## What to produce
Report the number of lines in the entries below that include the word "Saint", and nothing else.

## Information shown
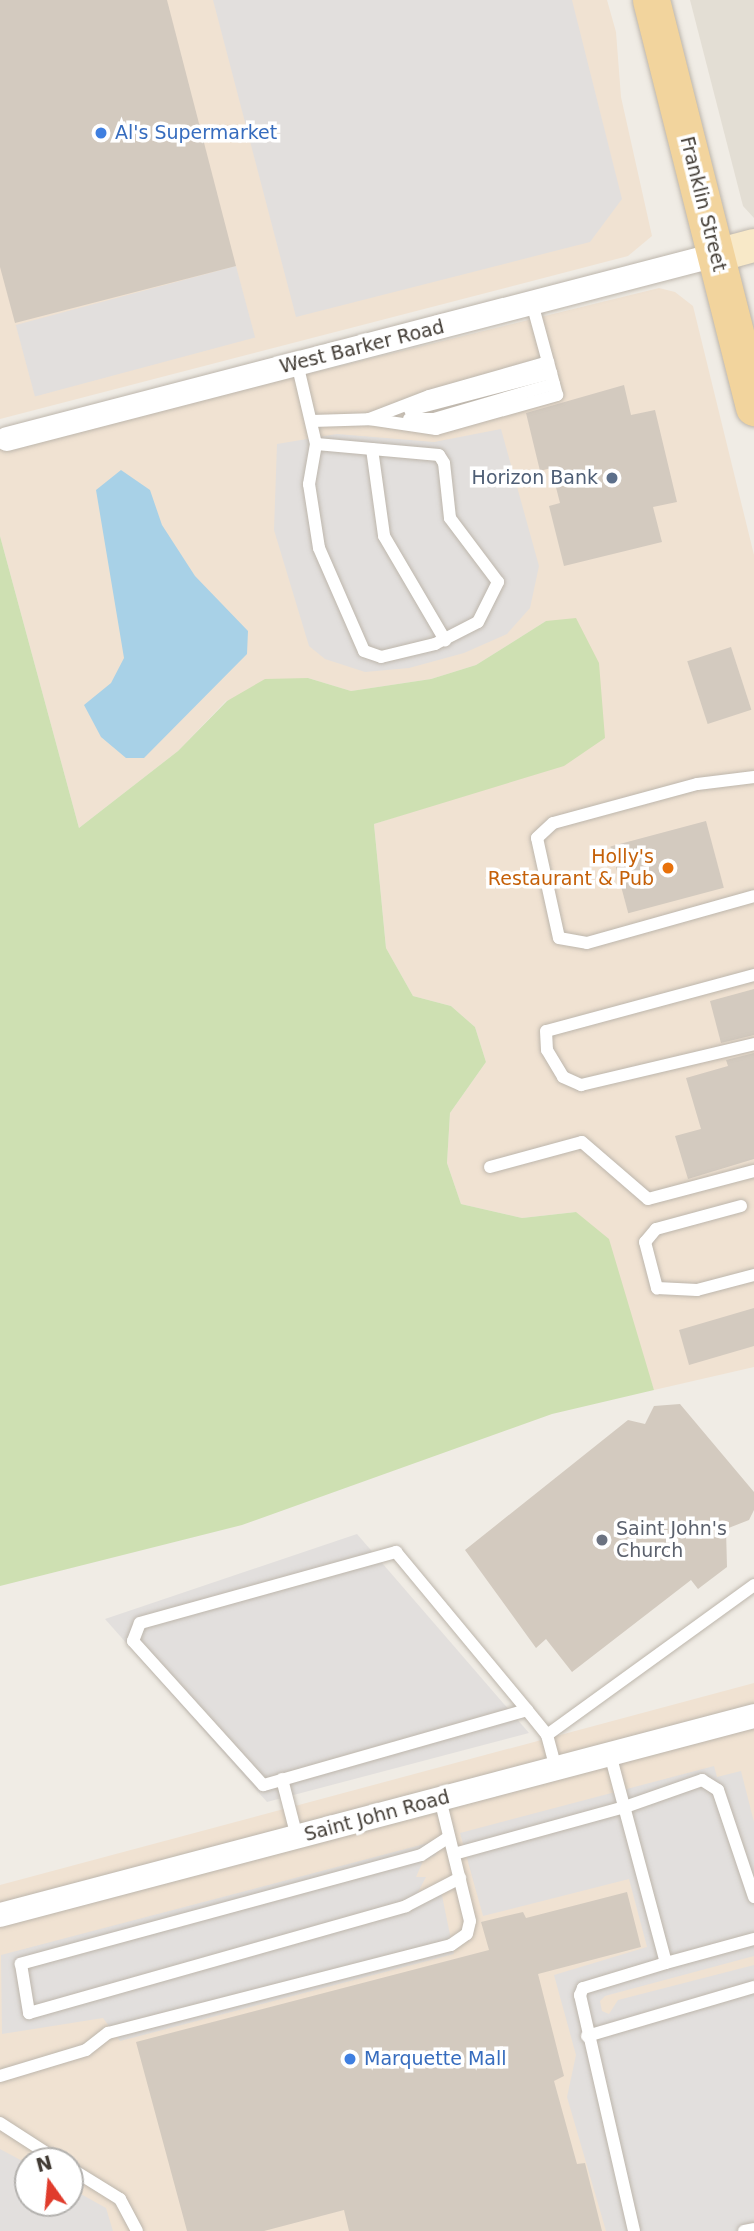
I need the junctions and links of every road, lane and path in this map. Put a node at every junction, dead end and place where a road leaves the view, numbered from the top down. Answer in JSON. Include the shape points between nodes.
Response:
{"nodes":[{"id":1,"x":652,"y":0,"type":"edge"},
{"id":2,"x":754,"y":244,"type":"edge"},
{"id":3,"x":716,"y":256,"type":"junction"},
{"id":4,"x":532,"y":303,"type":"junction"},
{"id":5,"x":297,"y":363,"type":"junction"},
{"id":6,"x":551,"y":373,"type":"junction"},
{"id":7,"x":754,"y":407,"type":"edge"},
{"id":8,"x":369,"y":419,"type":"junction"},
{"id":9,"x":312,"y":421,"type":"junction"},
{"id":10,"x":7,"y":439,"type":"dead end"},
{"id":11,"x":316,"y":444,"type":"junction"},
{"id":12,"x":372,"y":449,"type":"junction"},
{"id":13,"x":445,"y":640,"type":"junction"},
{"id":14,"x":754,"y":777,"type":"edge"},
{"id":15,"x":754,"y":896,"type":"edge"},
{"id":16,"x":754,"y":975,"type":"edge"},
{"id":17,"x":754,"y":1044,"type":"edge"},
{"id":18,"x":490,"y":1167,"type":"dead end"},
{"id":19,"x":754,"y":1171,"type":"edge"},
{"id":20,"x":741,"y":1206,"type":"dead end"},
{"id":21,"x":754,"y":1275,"type":"edge"},
{"id":22,"x":754,"y":1585,"type":"edge"},
{"id":23,"x":527,"y":1710,"type":"junction"},
{"id":24,"x":754,"y":1716,"type":"edge"},
{"id":25,"x":547,"y":1735,"type":"junction"},
{"id":26,"x":610,"y":1754,"type":"junction"},
{"id":27,"x":556,"y":1768,"type":"junction"},
{"id":28,"x":282,"y":1779,"type":"junction"},
{"id":29,"x":440,"y":1799,"type":"junction"},
{"id":30,"x":625,"y":1807,"type":"junction"},
{"id":31,"x":297,"y":1837,"type":"junction"},
{"id":32,"x":449,"y":1837,"type":"junction"},
{"id":33,"x":454,"y":1854,"type":"junction"},
{"id":34,"x":460,"y":1878,"type":"junction"},
{"id":35,"x":754,"y":1897,"type":"edge"},
{"id":36,"x":0,"y":1915,"type":"edge"},
{"id":37,"x":754,"y":1939,"type":"edge"},
{"id":38,"x":666,"y":1963,"type":"junction"},
{"id":39,"x":754,"y":1987,"type":"edge"},
{"id":40,"x":587,"y":2036,"type":"junction"},
{"id":41,"x":0,"y":2077,"type":"edge"},
{"id":42,"x":0,"y":2123,"type":"edge"},
{"id":43,"x":37,"y":2147,"type":"edge"},
{"id":44,"x":84,"y":2177,"type":"edge"},
{"id":45,"x":754,"y":2229,"type":"edge"},
{"id":46,"x":137,"y":2231,"type":"edge"},
{"id":47,"x":634,"y":2231,"type":"edge"},
{"id":48,"x":744,"y":2231,"type":"edge"}],
"edges":[{"from":1,"to":3,"type":"main road","name":"Franklin Street"},
{"from":2,"to":3,"type":"street"},
{"from":3,"to":4,"type":"street","name":"West Barker Road"},
{"from":3,"to":7,"type":"main road","name":"Franklin Street"},
{"from":4,"to":5,"type":"street","name":"West Barker Road"},
{"from":4,"to":6,"type":"lane"},
{"from":5,"to":9,"type":"lane"},
{"from":5,"to":10,"type":"street","name":"West Barker Road"},
{"from":6,"to":8,"type":"lane"},
{"from":6,"to":8,"type":"lane","via":[[557,395],[436,429]]},
{"from":8,"to":9,"type":"lane"},
{"from":9,"to":11,"type":"lane"},
{"from":11,"to":12,"type":"lane"},
{"from":11,"to":13,"type":"lane","via":[[309,484],[319,548],[364,650],[381,657]]},
{"from":12,"to":13,"type":"lane","via":[[384,536]]},
{"from":12,"to":13,"type":"lane","via":[[439,455],[444,463],[450,518],[498,582],[478,622]]},
{"from":14,"to":15,"type":"lane","via":[[697,784],[553,823],[537,838],[559,938],[587,943]]},
{"from":16,"to":17,"type":"lane","via":[[546,1031],[547,1050],[563,1077],[581,1085]]},
{"from":18,"to":19,"type":"lane","via":[[582,1142],[648,1199]]},
{"from":20,"to":21,"type":"lane","via":[[656,1229],[645,1242],[657,1288],[697,1290]]},
{"from":22,"to":25,"type":"lane"},
{"from":23,"to":25,"type":"lane"},
{"from":23,"to":28,"type":"lane"},
{"from":23,"to":28,"type":"lane","via":[[396,1552],[140,1623],[133,1641],[263,1785]]},
{"from":24,"to":26,"type":"street","name":"Saint John Road"},
{"from":25,"to":27,"type":"lane"},
{"from":26,"to":27,"type":"street","name":"Saint John Road"},
{"from":26,"to":30,"type":"lane"},
{"from":27,"to":29,"type":"street","name":"Saint John Road"},
{"from":28,"to":31,"type":"lane"},
{"from":29,"to":31,"type":"street","name":"Saint John Road"},
{"from":29,"to":32,"type":"lane"},
{"from":30,"to":33,"type":"lane"},
{"from":30,"to":35,"type":"lane","via":[[702,1780],[718,1790]]},
{"from":30,"to":38,"type":"lane"},
{"from":31,"to":36,"type":"street","name":"Saint John Road"},
{"from":32,"to":33,"type":"lane"},
{"from":32,"to":34,"type":"lane","via":[[421,1855],[21,1964],[29,2012],[405,1906]]},
{"from":33,"to":34,"type":"lane"},
{"from":34,"to":41,"type":"lane","via":[[470,1921],[467,1934],[451,1945],[108,2033],[86,2049]]},
{"from":37,"to":38,"type":"lane"},
{"from":38,"to":40,"type":"lane","via":[[583,1988],[579,2002]]},
{"from":39,"to":40,"type":"lane"},
{"from":40,"to":47,"type":"lane"},
{"from":42,"to":43,"type":"lane"},
{"from":44,"to":46,"type":"lane","via":[[120,2199]]},
{"from":45,"to":48,"type":"lane"}]}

## Expected answer
5